14 septembre, 2023
Auteures :
Liz Warner, directrice principale, Lutte contre la criminalité financière, PwC Canada
Pallavi Nautiyal, directrice, Lutte contre la criminalité financière, PwC Canada
L’adoption récente, en 2023, de la Loi sur la lutte contre le travail forcé et le travail des enfants dans les chaînes d’approvisionnement (loi sur l’esclavage moderne) a entraîné d’importantes obligations d’information pour un large éventail d’entreprises et d’importateurs canadiens, ainsi que pour des entités gouvernementales.
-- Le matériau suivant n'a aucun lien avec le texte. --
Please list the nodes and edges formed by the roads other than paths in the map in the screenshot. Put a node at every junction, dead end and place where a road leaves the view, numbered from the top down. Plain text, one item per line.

Dans cette foulée, les acteurs du secteur financier se demandent peut-être ce que les institutions financières peuvent faire pour aider à détecter et à prévenir la traite des personnes et l’esclavage moderne.
La traite des personnes consiste à recruter ou à enlever des victimes par la tromperie ou la force (p. ex., kidnappings, faux mariages, offres d’emploi) et à héberger ou transporter celles-ci là où elles seront exploitées ou vendues à d’autres trafiquants. L’esclavage moderne comprend l’exploitation des victimes à des fins de servitude pour dettes, d’exploitation sexuelle, de commerce d’organes ou de travail forcé. Celles-ci peuvent être manipulées par la force, en retenant leurs pièces d’identité, en prenant des dispositions illégales pour « rembourser » les frais de recrutement ou en utilisant d’autres formes de coercition.
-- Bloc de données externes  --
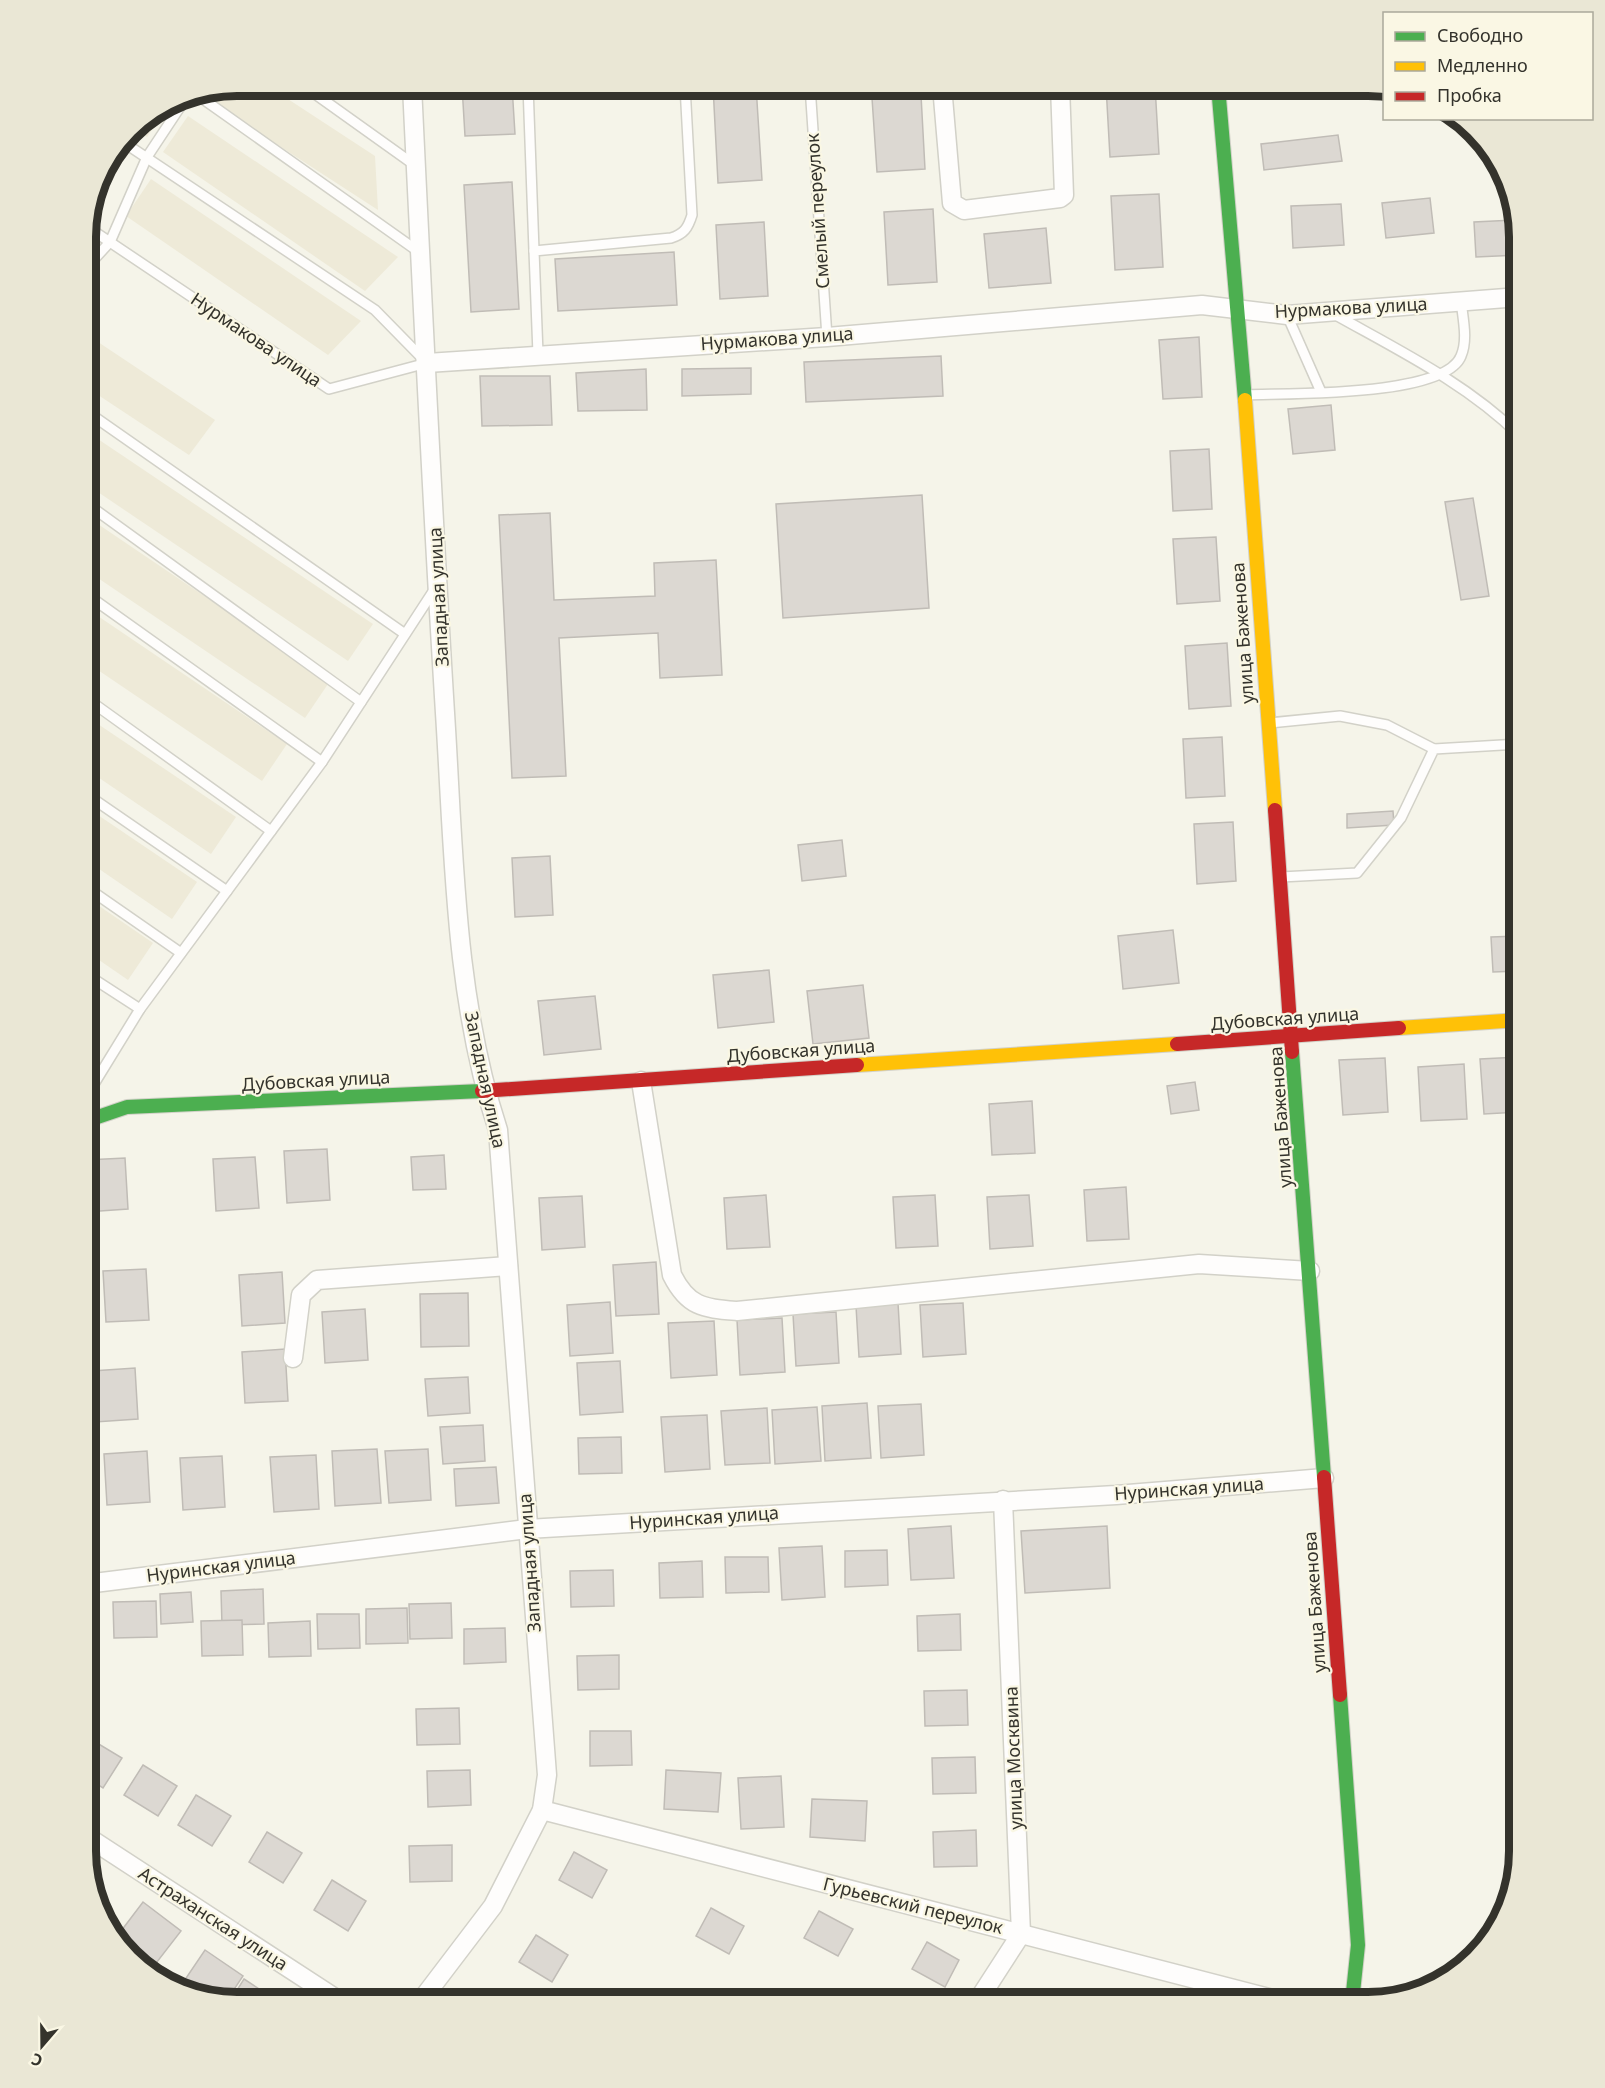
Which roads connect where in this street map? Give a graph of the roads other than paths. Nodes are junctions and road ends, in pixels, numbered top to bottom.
1 (318, 96) edge
2 (412, 96) edge
3 (528, 96) edge
4 (686, 96) edge
5 (811, 96) edge
6 (943, 96) edge
7 (1060, 96) edge
8 (1219, 96) edge
9 (205, 100) edge
10 (179, 109) edge
11 (130, 146) edge
12 (147, 157) junction
13 (416, 166) junction
14 (96, 233) edge
15 (110, 242) junction
16 (534, 251) junction
17 (420, 253) junction
18 (96, 257) edge
19 (1509, 298) edge
20 (1461, 302) junction
21 (1238, 310) junction
22 (1331, 312) junction
23 (1287, 315) junction
24 (827, 337) junction
25 (537, 354) junction
26 (427, 363) junction
27 (1442, 375) junction
28 (1321, 392) junction
29 (1244, 395) junction
30 (96, 418) edge
31 (1509, 424) edge
32 (96, 510) edge
33 (437, 585) junction
34 (96, 601) edge
35 (405, 634) junction
36 (361, 702) junction
37 (96, 705) edge
38 (1268, 724) junction
39 (1509, 745) edge
40 (1434, 749) junction
41 (322, 762) junction
42 (96, 801) edge
43 (271, 831) junction
44 (1280, 877) junction
45 (227, 891) junction
46 (96, 893) edge
47 (181, 953) junction
48 (96, 980) edge
49 (140, 1009) junction
50 (1509, 1021) edge
51 (1293, 1037) junction
52 (96, 1081) edge
53 (642, 1081) junction
54 (485, 1091) junction
55 (96, 1118) edge
56 (508, 1266) junction
57 (1310, 1271) junction
58 (293, 1358) dead end
59 (1324, 1478) junction
60 (1003, 1500) junction
61 (527, 1529) junction
62 (96, 1583) edge
63 (542, 1810) junction
64 (96, 1843) edge
65 (1021, 1934) junction
66 (326, 1992) edge
67 (428, 1992) edge
68 (983, 1992) edge
69 (1245, 1992) edge
70 (1353, 1992) edge

1 - 13 lane
2 - 13 street, Западная улица
3 - 16 lane
4 - 16 lane
5 - 24 lane, Смелый переулок
6 - 7 street
8 - 21 main road, улица Баженова
9 - 17 lane
10 - 12 lane
11 - 12 lane
12 - 15 lane
12 - 26 lane
13 - 17 street, Западная улица
14 - 15 lane, Нурмакова улица
15 - 18 lane
15 - 26 lane, Нурмакова улица
16 - 25 lane
17 - 26 street, Западная улица
19 - 20 street, Нурмакова улица
20 - 22 street, Нурмакова улица
20 - 27 lane
21 - 23 street, Нурмакова улица
21 - 24 street, Нурмакова улица
21 - 29 main road, улица Баженова
22 - 23 street, Нурмакова улица
22 - 27 lane
23 - 28 lane
24 - 25 street, Нурмакова улица
25 - 26 street, Нурмакова улица
26 - 33 street, Западная улица
27 - 28 lane
27 - 31 lane
28 - 29 lane
29 - 38 main road, улица Баженова
30 - 35 lane
32 - 36 lane
33 - 35 lane
33 - 54 street, Западная улица
34 - 41 lane
35 - 36 lane
36 - 41 lane
37 - 43 lane
38 - 40 lane
38 - 44 main road, улица Баженова
39 - 40 lane
40 - 44 lane
41 - 43 lane
42 - 45 lane
43 - 45 lane
44 - 51 main road, улица Баженова
45 - 47 lane
46 - 47 lane
47 - 49 lane
48 - 49 lane
49 - 52 lane
50 - 51 main road, Дубовская улица
51 - 53 main road, Дубовская улица
51 - 57 main road, улица Баженова
53 - 54 main road, Дубовская улица
53 - 57 street
54 - 55 main road, Дубовская улица
54 - 56 street, Западная улица
56 - 58 street
56 - 61 street, Западная улица
57 - 59 main road, улица Баженова
59 - 60 street, Нуринская улица
59 - 70 main road, улица Баженова
60 - 61 street, Нуринская улица
60 - 65 street, улица Москвина
61 - 62 street, Нуринская улица
61 - 63 street, Западная улица
63 - 65 street, Гурьевский переулок
63 - 67 street, Западная улица
64 - 66 street, Астраханская улица
65 - 68 street
65 - 69 street, Гурьевский переулок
Les infractions sous-jacentes au blanchiment d’argent, comme le trafic de drogue ou la fraude, sont les crimes graves qui nous viennent généralement en tête au Canada. Cela dit, d’autres actes criminels sérieux se produisent à l’échelle du pays, comme la traite des personnes et l’esclavage moderne. Ceux-ci peuvent être détectés au moyen de contrôles et de systèmes de lutte contre le blanchiment d’argent (LBA) et de financement des activités terroristes (FAT) que les institutions financières ont déjà mis en place.
Il y a plusieurs années, un partenariat public-privé entre le Centre d’analyse des opérations et déclarations financières du Canada (CANAFE) et les banques canadiennes a été établi pour détecter la traite des personnes en se concentrant sur le blanchiment d’argent associé à cette activité criminelle. Cette initiative a permis de cibler plusieurs indicateurs afin d’améliorer la capacité de détection des services financiers canadiens en la matière. Moins de deux ans après le lancement de ce partenariat, 270 divulgations concernant 534 personnes ont été émises, dont 90 % étaient auparavant inconnues des forces de l’ordre. La forme la plus courante de traite des personnes réside dans le travail forcé lié au travail du sexe ou à l’abus sexuel1.
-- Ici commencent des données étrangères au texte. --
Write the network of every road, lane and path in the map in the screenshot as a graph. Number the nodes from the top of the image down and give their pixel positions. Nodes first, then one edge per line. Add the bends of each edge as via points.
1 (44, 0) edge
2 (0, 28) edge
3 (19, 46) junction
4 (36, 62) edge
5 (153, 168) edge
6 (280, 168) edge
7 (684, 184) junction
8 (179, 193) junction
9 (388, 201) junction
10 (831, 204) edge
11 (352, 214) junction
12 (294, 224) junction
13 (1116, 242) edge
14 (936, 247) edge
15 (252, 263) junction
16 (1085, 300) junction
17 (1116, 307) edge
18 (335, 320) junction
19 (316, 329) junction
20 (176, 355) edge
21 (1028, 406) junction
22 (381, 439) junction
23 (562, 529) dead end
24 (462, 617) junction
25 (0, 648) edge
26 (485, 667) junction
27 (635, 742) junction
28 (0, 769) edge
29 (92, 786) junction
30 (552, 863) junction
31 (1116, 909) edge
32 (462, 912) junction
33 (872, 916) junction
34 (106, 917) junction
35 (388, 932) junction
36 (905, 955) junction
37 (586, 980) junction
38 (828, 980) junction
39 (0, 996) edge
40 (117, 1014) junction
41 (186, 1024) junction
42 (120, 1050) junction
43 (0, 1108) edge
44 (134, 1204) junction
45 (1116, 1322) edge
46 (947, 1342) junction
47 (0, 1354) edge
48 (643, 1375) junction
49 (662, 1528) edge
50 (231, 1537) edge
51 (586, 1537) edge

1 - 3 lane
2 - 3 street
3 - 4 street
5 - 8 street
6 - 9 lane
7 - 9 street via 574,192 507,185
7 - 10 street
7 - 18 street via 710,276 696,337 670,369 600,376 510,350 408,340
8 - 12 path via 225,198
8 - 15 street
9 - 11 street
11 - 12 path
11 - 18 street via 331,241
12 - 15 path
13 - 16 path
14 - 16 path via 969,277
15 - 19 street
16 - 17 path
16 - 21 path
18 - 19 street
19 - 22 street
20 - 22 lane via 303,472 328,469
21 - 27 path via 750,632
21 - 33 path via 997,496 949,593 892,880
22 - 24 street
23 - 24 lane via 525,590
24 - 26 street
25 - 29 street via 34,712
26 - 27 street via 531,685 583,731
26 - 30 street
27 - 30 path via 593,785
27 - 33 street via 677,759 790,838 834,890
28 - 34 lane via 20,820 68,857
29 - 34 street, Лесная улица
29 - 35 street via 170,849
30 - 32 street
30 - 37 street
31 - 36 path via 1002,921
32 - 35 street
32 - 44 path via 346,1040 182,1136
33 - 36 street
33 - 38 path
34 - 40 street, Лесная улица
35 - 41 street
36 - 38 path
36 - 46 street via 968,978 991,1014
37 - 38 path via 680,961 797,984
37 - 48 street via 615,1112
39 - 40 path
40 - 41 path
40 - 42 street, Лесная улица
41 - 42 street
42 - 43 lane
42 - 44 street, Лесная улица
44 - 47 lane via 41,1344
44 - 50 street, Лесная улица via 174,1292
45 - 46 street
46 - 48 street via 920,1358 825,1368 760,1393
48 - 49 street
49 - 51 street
Pour repérer les cas de traite des personnes, il importe que, pendant les processus de surveillance des transactions et d’enquête, les enquêteurs LBA des institutions financières ne vérifient pas uniquement le blanchiment d’argent et le FAT, mais qu’ils ciblent aussi les activités de traite des personnes. Les notes d’enquête et les rapports internes et réglementaires doivent mettre en évidence les liens potentiels suspectés et les préoccupations liées à de telles activités.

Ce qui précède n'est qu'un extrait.